=== EXERCISE DIRECTIONS ===
Please reproduce each of the entries below exactly as they appear.

(Beginning of MATERIAL FOR THIS EXERCISE)

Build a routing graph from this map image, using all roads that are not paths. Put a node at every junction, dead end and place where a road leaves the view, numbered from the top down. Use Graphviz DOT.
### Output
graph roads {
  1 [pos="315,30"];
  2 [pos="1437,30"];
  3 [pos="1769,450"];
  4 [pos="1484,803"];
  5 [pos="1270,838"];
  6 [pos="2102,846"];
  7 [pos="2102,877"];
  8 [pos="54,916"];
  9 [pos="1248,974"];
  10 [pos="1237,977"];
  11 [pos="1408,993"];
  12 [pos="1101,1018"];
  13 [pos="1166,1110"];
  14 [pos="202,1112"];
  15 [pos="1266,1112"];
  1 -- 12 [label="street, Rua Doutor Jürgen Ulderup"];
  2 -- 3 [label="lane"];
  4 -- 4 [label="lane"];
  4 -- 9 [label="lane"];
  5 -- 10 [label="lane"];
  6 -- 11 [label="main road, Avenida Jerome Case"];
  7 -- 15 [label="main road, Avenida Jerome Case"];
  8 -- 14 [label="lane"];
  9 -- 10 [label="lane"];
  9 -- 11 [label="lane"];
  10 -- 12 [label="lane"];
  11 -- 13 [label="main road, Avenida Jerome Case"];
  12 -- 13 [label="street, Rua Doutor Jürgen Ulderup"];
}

(End of MATERIAL FOR THIS EXERCISE)

=== ANSWER SPACE ===
Build a routing graph from this map image, using all roads that are not paths. Put a node at every junction, dead end and place where a road leaves the view, numbered from the top down. Use Graphviz DOT.
### Output
graph roads {
  1 [pos="315,30"];
  2 [pos="1437,30"];
  3 [pos="1769,450"];
  4 [pos="1484,803"];
  5 [pos="1270,838"];
  6 [pos="2102,846"];
  7 [pos="2102,877"];
  8 [pos="54,916"];
  9 [pos="1248,974"];
  10 [pos="1237,977"];
  11 [pos="1408,993"];
  12 [pos="1101,1018"];
  13 [pos="1166,1110"];
  14 [pos="202,1112"];
  15 [pos="1266,1112"];
  1 -- 12 [label="street, Rua Doutor Jürgen Ulderup"];
  2 -- 3 [label="lane"];
  4 -- 4 [label="lane"];
  4 -- 9 [label="lane"];
  5 -- 10 [label="lane"];
  6 -- 11 [label="main road, Avenida Jerome Case"];
  7 -- 15 [label="main road, Avenida Jerome Case"];
  8 -- 14 [label="lane"];
  9 -- 10 [label="lane"];
  9 -- 11 [label="lane"];
  10 -- 12 [label="lane"];
  11 -- 13 [label="main road, Avenida Jerome Case"];
  12 -- 13 [label="street, Rua Doutor Jürgen Ulderup"];
}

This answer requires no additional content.